*Task item:*
Copy the records word for word. Pictures do not go in.

*Study material:*
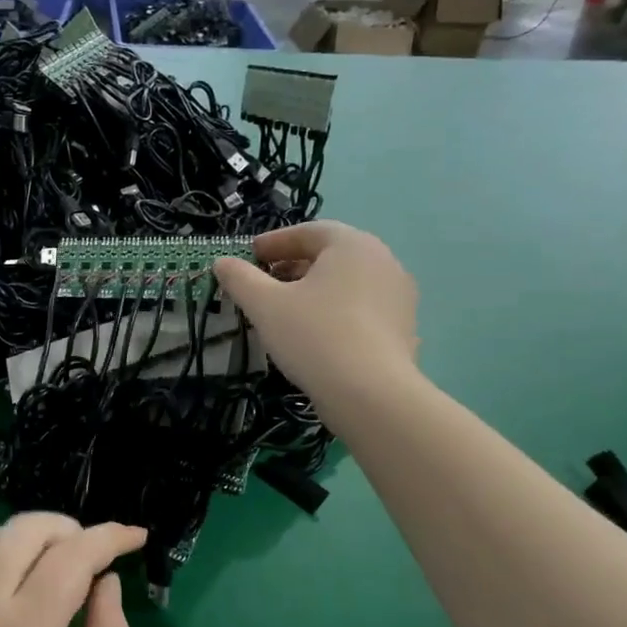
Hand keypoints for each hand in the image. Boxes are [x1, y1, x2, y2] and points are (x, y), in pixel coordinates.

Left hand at [0, 514, 142, 626]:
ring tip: (60, 562)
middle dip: (70, 528)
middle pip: (28, 529)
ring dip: (34, 535)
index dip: (109, 537)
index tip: (136, 535)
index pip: (72, 556)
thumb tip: (107, 582)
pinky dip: (1, 549)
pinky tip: (17, 575)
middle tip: (95, 553)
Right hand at [213, 221, 419, 412]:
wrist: (371, 394)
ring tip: (286, 310)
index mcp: (351, 245)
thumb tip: (222, 262)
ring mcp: (399, 296)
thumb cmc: (313, 336)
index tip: (250, 256)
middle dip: (293, 265)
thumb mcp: (264, 305)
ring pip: (347, 282)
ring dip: (314, 289)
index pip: (309, 231)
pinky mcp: (404, 328)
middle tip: (265, 282)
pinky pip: (362, 308)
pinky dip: (335, 311)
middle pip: (330, 255)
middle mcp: (382, 261)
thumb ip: (239, 278)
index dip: (275, 242)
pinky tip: (315, 335)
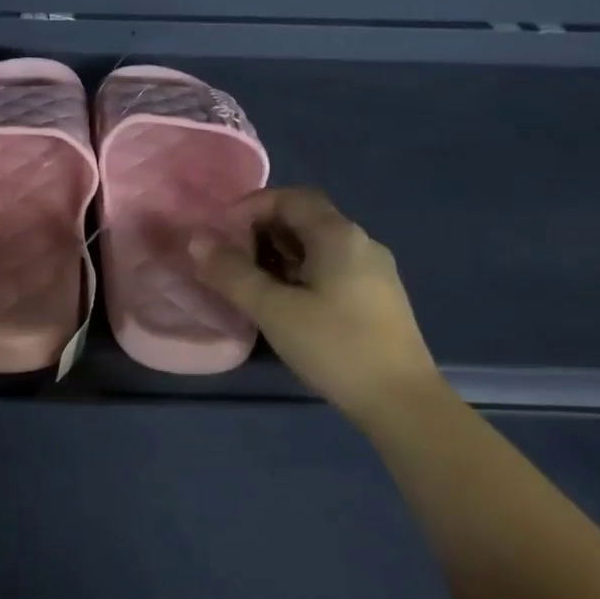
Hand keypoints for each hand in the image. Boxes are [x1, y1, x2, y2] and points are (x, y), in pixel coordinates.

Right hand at [191, 186, 437, 414]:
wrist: (401, 400)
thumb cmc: (335, 347)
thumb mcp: (274, 310)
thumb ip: (232, 274)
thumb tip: (197, 242)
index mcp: (339, 235)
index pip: (291, 197)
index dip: (251, 207)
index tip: (221, 233)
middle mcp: (360, 242)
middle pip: (305, 219)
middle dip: (262, 231)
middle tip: (229, 260)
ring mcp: (373, 271)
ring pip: (317, 247)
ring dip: (279, 255)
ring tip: (249, 283)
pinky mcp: (376, 298)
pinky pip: (330, 269)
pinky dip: (299, 274)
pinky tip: (284, 304)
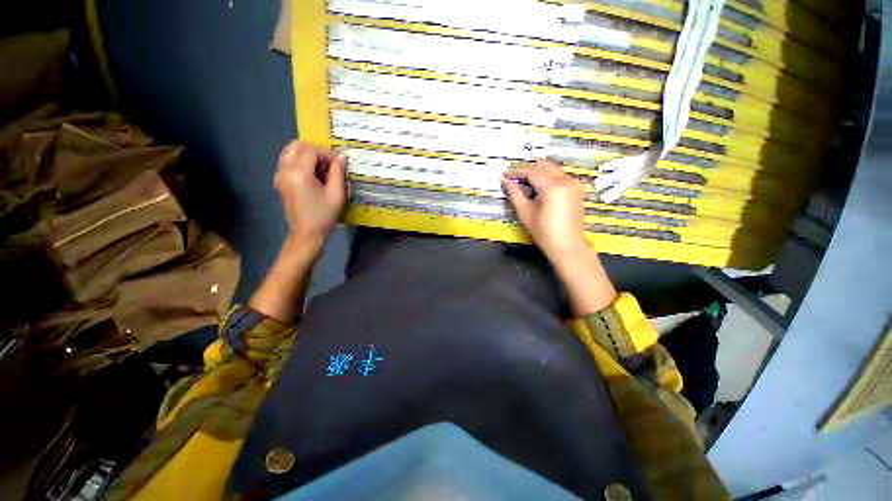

*Solution to this problem:*
Hand keypoints for each hand in the image. Boxes are [x1, y1, x2, y2] and points are (x, y), in pixel coordinates.

Left hand at [0, 514, 142, 626]:
ring tip: (60, 562)
middle dip: (70, 528)
middle pip: (28, 529)
ring dip: (34, 535)
index dip: (109, 537)
index tip: (136, 535)
index pip: (72, 556)
thumb tip: (107, 582)
pinky dip: (1, 549)
pinky tip: (17, 575)
middle tip: (95, 553)
Right hand at [213, 221, 419, 412]:
wrist: (371, 394)
ring tip: (286, 310)
index mcp: (351, 245)
thumb tip: (222, 262)
ring mcp: (399, 296)
thumb cmc: (313, 336)
index tip: (250, 256)
middle dip: (293, 265)
thumb mcp: (264, 305)
ring pip: (347, 282)
ring dip: (314, 289)
index pip: (309, 231)
pinky mcp: (404, 328)
middle tip: (265, 282)
pinky pip: (362, 308)
pinky dip: (335, 311)
middle pip: (330, 255)
middle mcp: (382, 261)
thumb ip: (239, 278)
index dip: (275, 242)
pinky tip: (315, 335)
Hand keypoints for each hand in the image. Boxes are [x1, y1, x2, y2] and points are (x, y), in pixel coordinates.

Right hand at [191, 186, 437, 414]:
wrist: (401, 400)
thumb cmc: (335, 347)
thumb mcp: (274, 310)
thumb ip: (232, 274)
thumb tip: (197, 242)
index mcp: (339, 235)
index pip: (291, 197)
index dip: (251, 207)
index tip: (221, 233)
middle mcp: (360, 242)
middle pip: (305, 219)
middle dip: (262, 231)
middle tip: (229, 260)
ring mcp: (373, 271)
ring pip: (317, 247)
ring dip: (279, 255)
ring tip: (249, 283)
pinky mcp: (376, 298)
pinky pip: (330, 269)
pinky dip: (299, 274)
pinky tip: (284, 304)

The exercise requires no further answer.